Caley had not fully betrayed her mistress to his lordship, and he had, entirely to his own satisfaction, explained the liking of Florimel for the society of the painter as the mere fancy of a girl for the admiration of one whose employment, although nothing above the servile, yet gave him a claim something beyond that of a milliner or hair-dresser, to be considered a judge in matters of appearance. As to anything more in the affair—and with him in the field—of such a notion he was simply incapable: he could not have wronged the lady he meant to honour with his hand, by regarding it as within the bounds of the possible.
“It was no wonder I was crying,” said Florimel. “A seraph would have cried to see the state my father’s portrait was in.”
“Your father’s portrait!”
“Yes.
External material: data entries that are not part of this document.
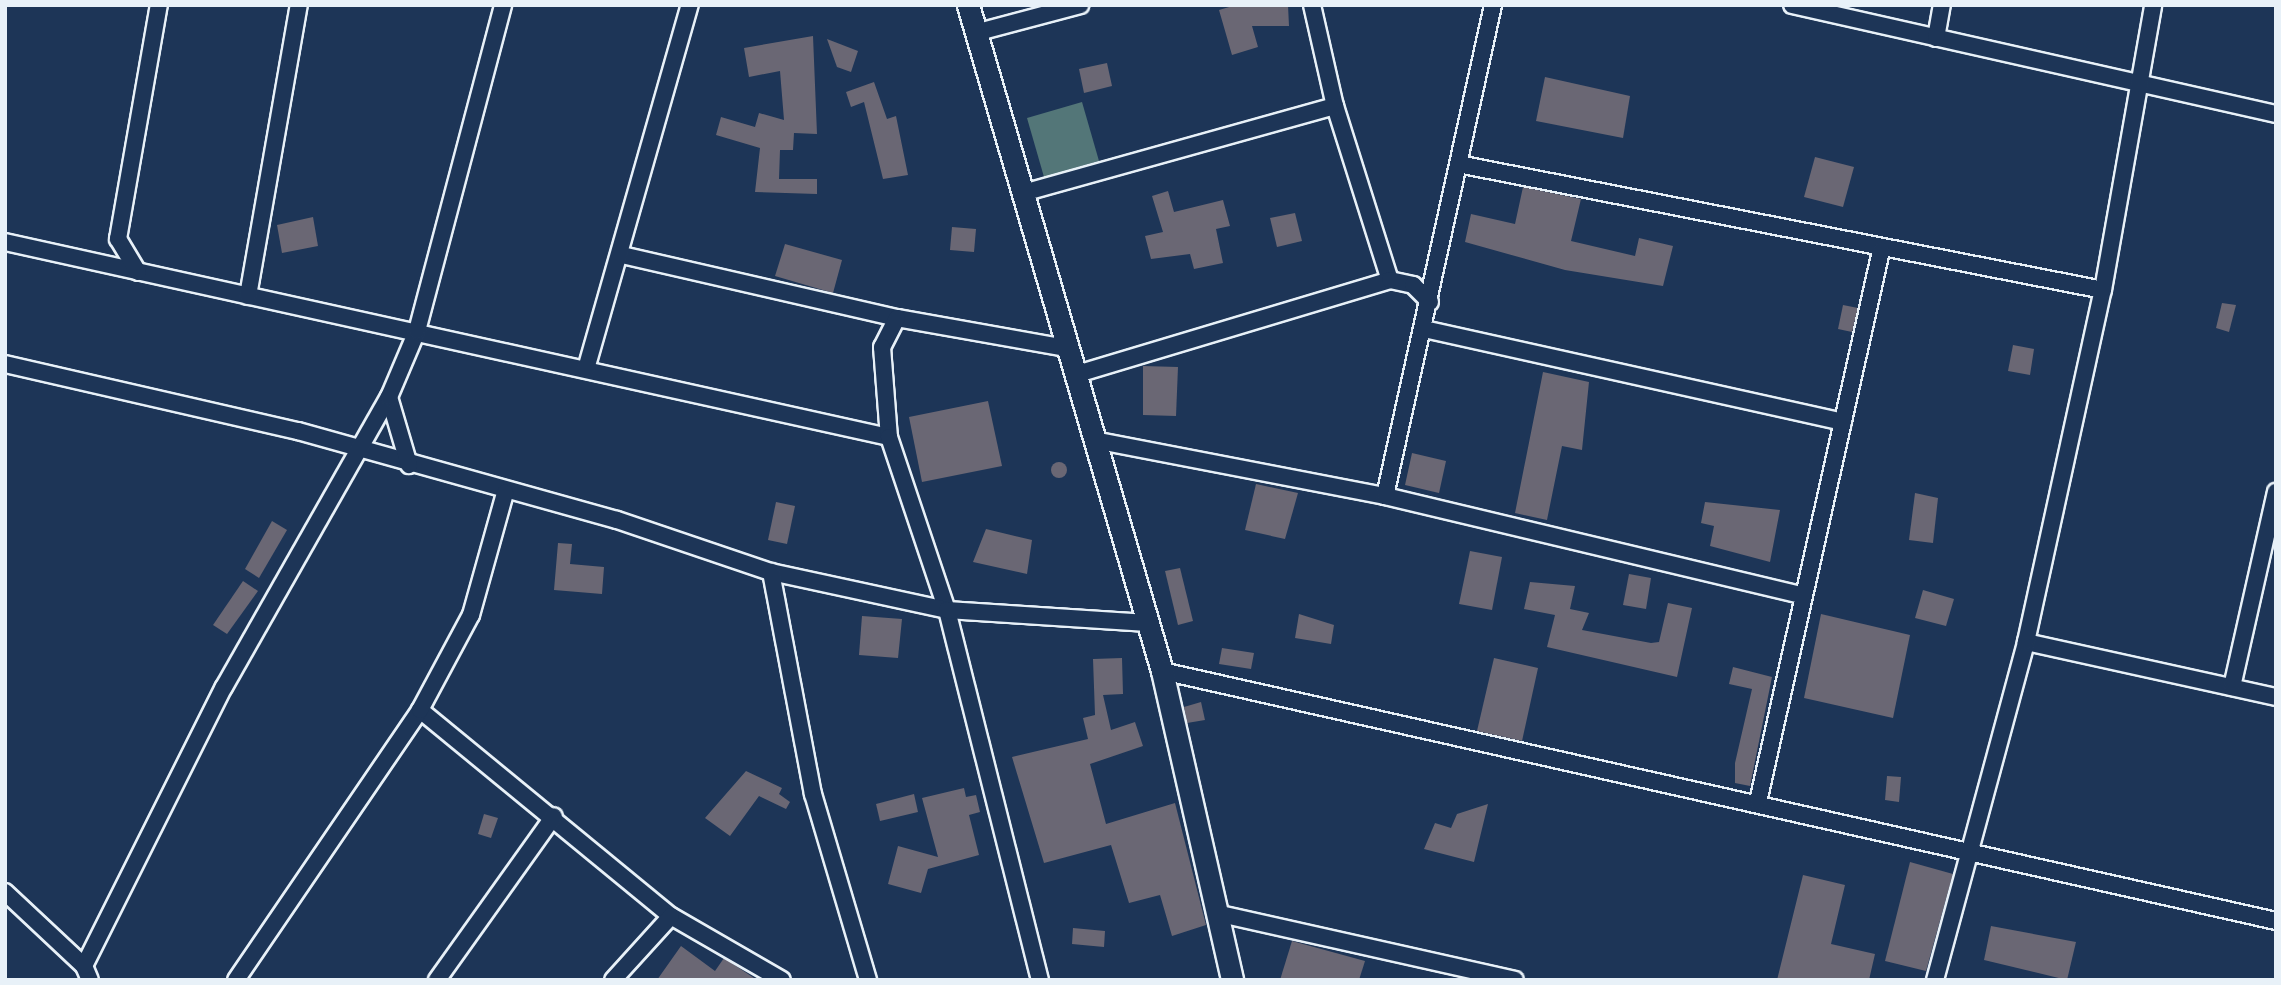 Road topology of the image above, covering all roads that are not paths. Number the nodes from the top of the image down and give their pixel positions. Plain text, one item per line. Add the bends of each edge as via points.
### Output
1 (159, 5) edge
2 (299, 5) edge
3 (503, 5) edge
4 (690, 5) edge
5 (968, 5) edge
6 (1080, 5) edge
7 (1312, 5) edge
8 (1493, 5) edge
9 (1792, 5) edge
10 (1942, 5) edge
11 (2153, 5) edge
12 (975, 33) junction
13 (1936, 38) junction
14 (2135, 83) junction
15 (1335, 106) junction
16 (2276, 114) edge
17 (1458, 163) junction
18 (1023, 193) junction
19 (5, 242) edge
20 (1881, 251) junction
21 (622, 255) junction
22 (138, 272) junction
23 (1390, 280) junction
24 (2103, 290) junction
25 (248, 296) junction
26 (1430, 302) junction
27 (897, 318) junction
28 (1424, 329) junction
29 (417, 331) junction
30 (1065, 348) junction
31 (5, 364) edge
32 (586, 369) junction
33 (1074, 375) junction
34 (389, 397) junction
35 (1843, 422) junction
36 (889, 437) junction
37 (1094, 440) junction
38 (357, 449) junction
39 (410, 465) junction
40 (2276, 492) edge
41 (506, 493) junction
42 (1385, 496) junction
43 (771, 572) junction
44 (1800, 595) junction
45 (947, 610) junction
46 (1148, 623) junction
47 (2026, 642) junction
48 (1162, 671) junction
49 (2232, 687) junction
50 (2276, 697) edge
51 (420, 710) junction
52 (1758, 802) junction
53 (554, 816) junction
54 (1969, 849) junction
55 (5, 892) edge
56 (1216, 913) junction
57 (671, 916) junction
58 (2276, 921) edge
59 (87, 973) edge
60 (770, 978) edge
61 (236, 980) edge
62 (437, 980) edge
63 (613, 980) edge
64 (868, 980) edge
65 (1040, 980) edge
66 (1232, 980) edge
67 (1515, 980) edge
68 (1935, 980) edge

1 - 22 street via 118,239
2 - 25 street
3 - 29 street
4 - 21 street
5 - 12 street
6 - 12 street
7 - 15 street
8 - 17 street
9 - 13 street
10 - 13 street
11 - 14 street
12 - 18 street
13 - 14 street
14 - 16 street
14 - 24 street
15 - 18 street
15 - 23 street
17 - 20 street
17 - 26 street
18 - 30 street
19 - 22 street
20 - 24 street
20 - 35 street
21 - 27 street
21 - 32 street
22 - 25 street
23 - 26 street via 1413,285
23 - 33 street
24 - 47 street
25 - 29 street
26 - 28 street
27 - 30 street
27 - 36 street via 882,347
28 - 35 street
28 - 42 street
29 - 32 street
29 - 34 street
30 - 33 street
31 - 38 street
32 - 36 street
33 - 37 street
34 - 38 street
34 - 39 street
35 - 44 street via 1827,509
36 - 45 street
37 - 42 street
37 - 46 street
38 - 39 street
38 - 59 street via 224,687
39 - 41 street
40 - 49 street
41 - 43 street via 617,520
41 - 51 street via 471,615
42 - 44 street
43 - 45 street
43 - 64 street via 813,794
44 - 52 street
45 - 46 street
45 - 65 street
46 - 48 street
47 - 49 street
47 - 54 street
48 - 52 street
48 - 56 street
49 - 50 street
51 - 53 street
51 - 61 street
52 - 54 street
53 - 57 street
53 - 62 street
54 - 58 street
54 - 68 street
55 - 59 street
56 - 66 street
56 - 67 street
57 - 60 street
57 - 63 street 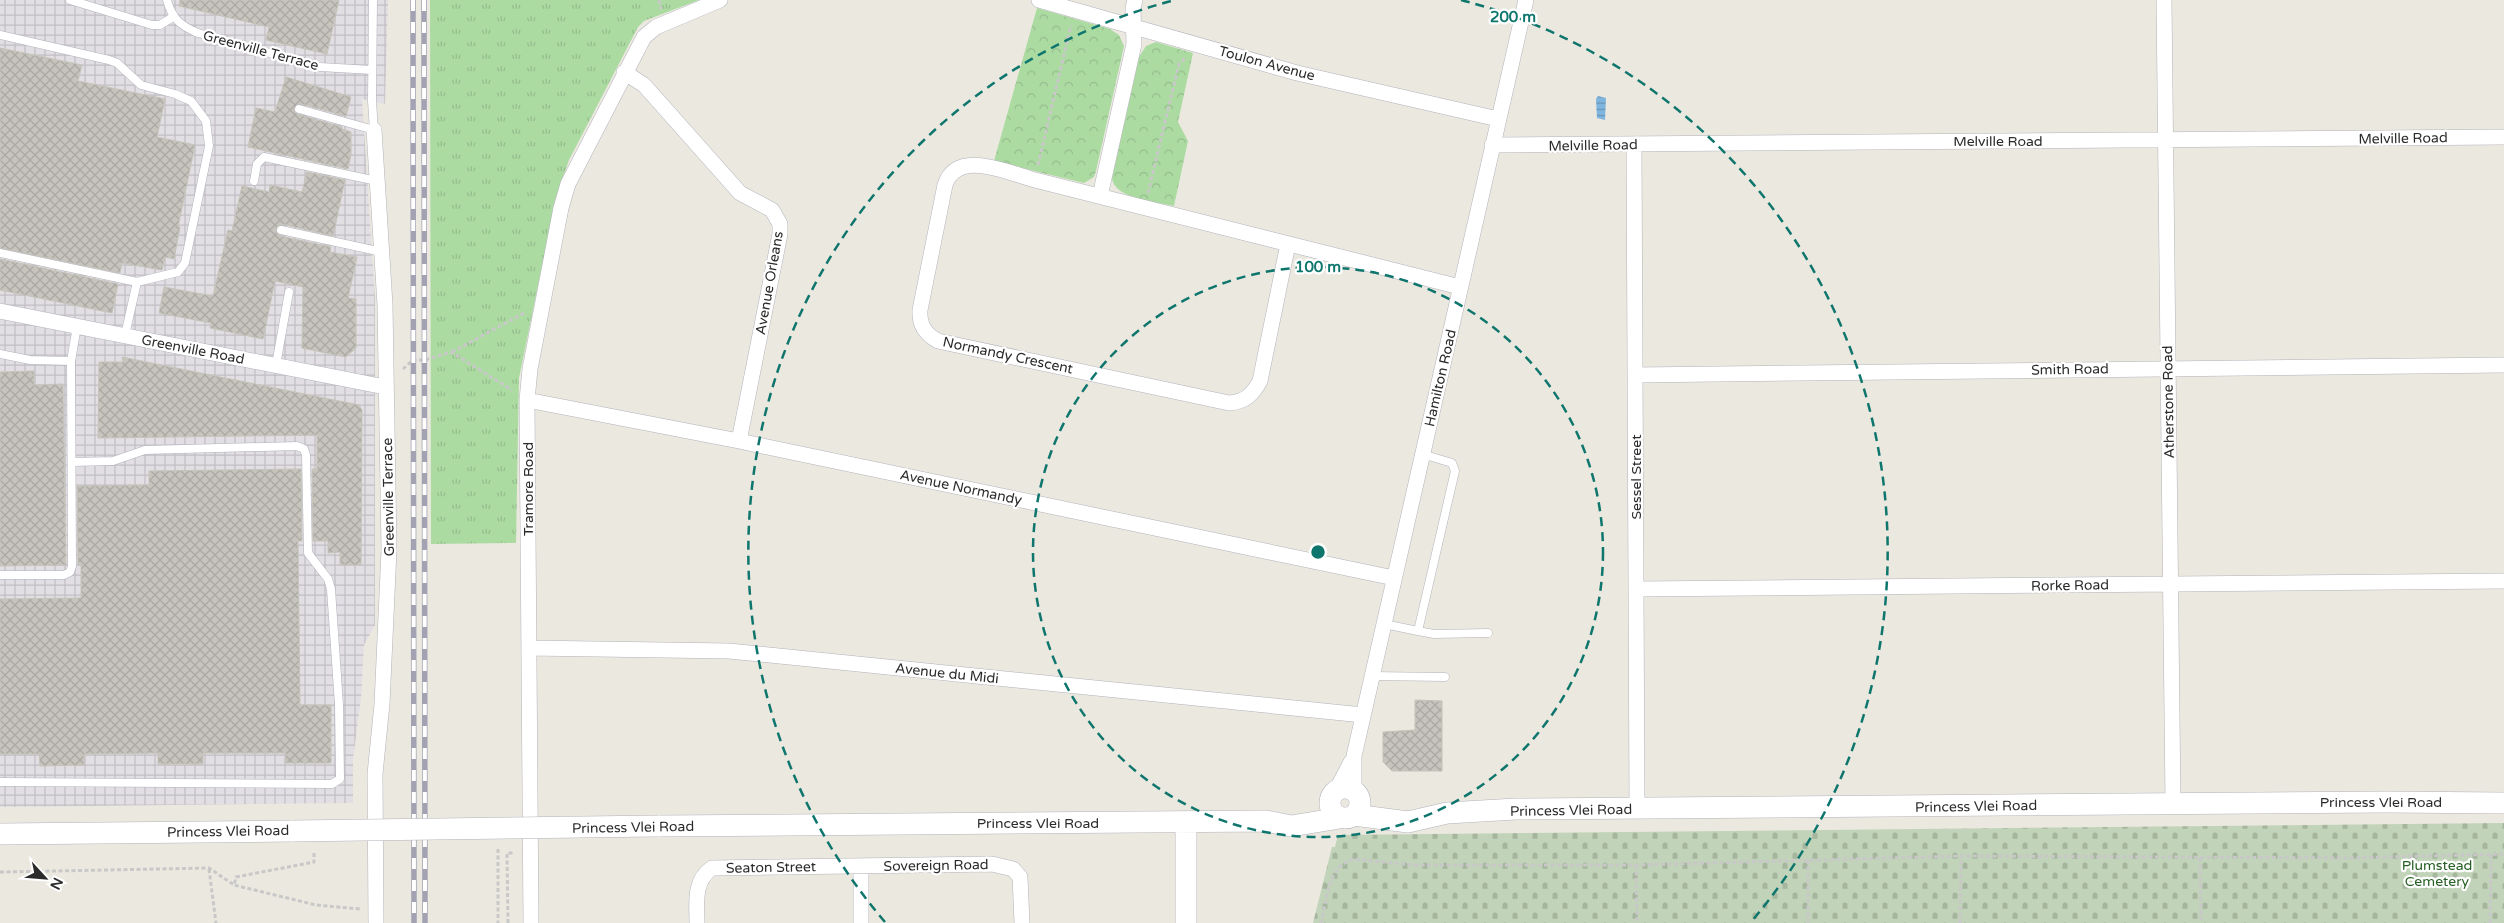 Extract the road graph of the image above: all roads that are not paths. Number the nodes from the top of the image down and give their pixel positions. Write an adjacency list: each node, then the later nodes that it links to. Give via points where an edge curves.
1 (70, 0): 9 (lane, via 152,25 160,25)
2 (167, 0): 9 (lane)
3 (374, 0): 12 (lane, Greenville Terrace)
4 (720, 0): 13 (street, via 650,31)
5 (1039, 0): 10 (street, Toulon Avenue)
6 (1135, 0): 10 (street)
7 (1526, 0): 15 (street, Hamilton Road)
8 (2164, 0): 18 (street, Atherstone Road)
9 (173, 18): 12 (lane, Greenville Terrace, via 198,33 320,67)
10 (1133, 26): 15 (street, Toulon Avenue, via 1297,72); 23 (street, via 1134,44)
11 (0, 35): 28 (lane, via 117,63 141,85 183,97 203,114 209,146 186,263 178,272)
12 (372, 70): 16 (lane, Greenville Terrace)
13 (624, 72): 41 (street, Tramore Road, via 568,184 542,303); 42 (street, Avenue Orleans, via 644,85 740,193 766,206 780,224)
14 (299, 109): 16 (lane)
15 (1498, 118): 20 (street, Hamilton Road)
16 (374, 130): 22 (street, Greenville Terrace)
17 (2504, 137): 18 (street, Melville Road)
18 (2165, 140): 19 (street, Melville Road); 38 (street, Atherstone Road)
19 (1634, 144): 20 (street, Melville Road); 39 (street, Sessel Street)
20 (1492, 145): 29 (street, Hamilton Road)
21 (254, 181): 22 (lane, via 257,164 264,157)
22 (377, 181): 26 (street, Greenville Terrace)
23 (1100, 196): 25 (street, Normandy Crescent); 25 (street, Normandy Crescent, via 971,164 957,168 948,178 920,310 921,324 933,338 1220,401 1237,402 1249,396 1260,381)
24 (282, 230): 26 (lane)
25 (1288, 244): 29 (street, Normandy Crescent)
26 (382, 252): 40 (street, Greenville Terrace)
27 (0, 253): 28 (lane)
28 (137, 282): 33 (lane)
29 (1460, 287): 43 (street, Hamilton Road)
30 (289, 292): 36 (lane)
31 (0, 311): 32 (street, Greenville Road)
32 (76, 326): 33 (street, Greenville Road); 35 (lane)
33 (125, 336): 36 (street, Greenville Road)
34 (0, 354): 35 (lane, via 30,360)
35 (71, 361): 44 (lane)
36 (276, 365): 40 (street, Greenville Road)
37 (2504, 365): 38 (street, Smith Road)
38 (2168, 367): 39 (street, Smith Road); 48 (street, Atherstone Road)
39 (1636, 375): 49 (street, Sessel Street)
40 (385, 387): 65 (street, Greenville Terrace, via 389,550 382,704 375,774)
41 (527, 400): 42 (street, Avenue Normandy); 53 (street, Tramore Road)
42 (739, 441): 46 (street, Avenue Normandy)
43 (1422, 454): 46 (street, Hamilton Road); 51 (lane, via 1449,462 1455,468)
44 (72, 462): 45 (lane, via 70,572); 57 (lane, via 113,461 145,450 297,446 304,449 308,553 328,579 331,589 339,705 340,779 332,784)
45 (0, 575)
46 (1394, 578): 50 (street, Hamilton Road)
47 (2504, 581): 48 (street, Rorke Road)
48 (2170, 584): 49 (street, Rorke Road); 60 (street, Atherstone Road)
49 (1637, 589): 61 (street, Sessel Street)
50 (1384, 624): 51 (lane); 54 (street, Hamilton Road)
51 (1418, 631): 52 (lane, via 1434,634)
52 (1488, 633)
53 (529, 648): 56 (street, Avenue du Midi, via 729,651); 66 (street, Tramore Road)
54 (1372, 676): 55 (lane); 56 (street, Hamilton Road)
55 (1445, 677)
56 (1363, 715): 58 (street, Hamilton Road)
57 (0, 782)
58 (1346, 801): 61 (street, Princess Vlei Road, via 1403,822 1426,820 1448,813); 62 (street, Princess Vlei Road, via 1266,821)
59 (2504, 803): 60 (street, Princess Vlei Road)
60 (2172, 804): 61 (street, Princess Vlei Road)
61 (1638, 809)
62 (1186, 823): 63 (street, Princess Vlei Road, bridge); 70 (street)
63 (0, 834)
64 (861, 866): 67 (street, Seaton Street, via 712,868 699,882); 68 (street); 69 (street, Sovereign Road, via 1003,865 1020,877)
65 (376, 917)
66 (531, 923)
67 (697, 923)
68 (861, 923)
69 (1022, 923)
70 (1186, 923)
Did you not know? Mr Lenorme has been painting one from a miniature I lent him—under my supervision, of course; and just because I let fall a word that showed I was not altogether satisfied with the likeness, what should the wretched man do but catch up a brush full of filthy black paint, and smudge the face all over!”
“Oh, Lenorme will soon set it to rights again. He’s not a bad fellow though he does belong to the genus irritabile. I will go about it this very day.”
“You’ll not find him, I’m sorry to say. There’s a note I had from him yesterday. And the picture’s quite unfit to be seen—utterly ruined. But I can’t think how you could miss it!”
“To tell you the truth, Florimel, I had a bit of a scrimmage after you left me in the studio.” Here his lordship did his best to imitate a laugh. “Who should come rushing upon me out of the back regions of paint and canvas but that mad groom of yours! I don’t suppose you knew he was there?”
“Not I. I saw a man’s feet—that was all.”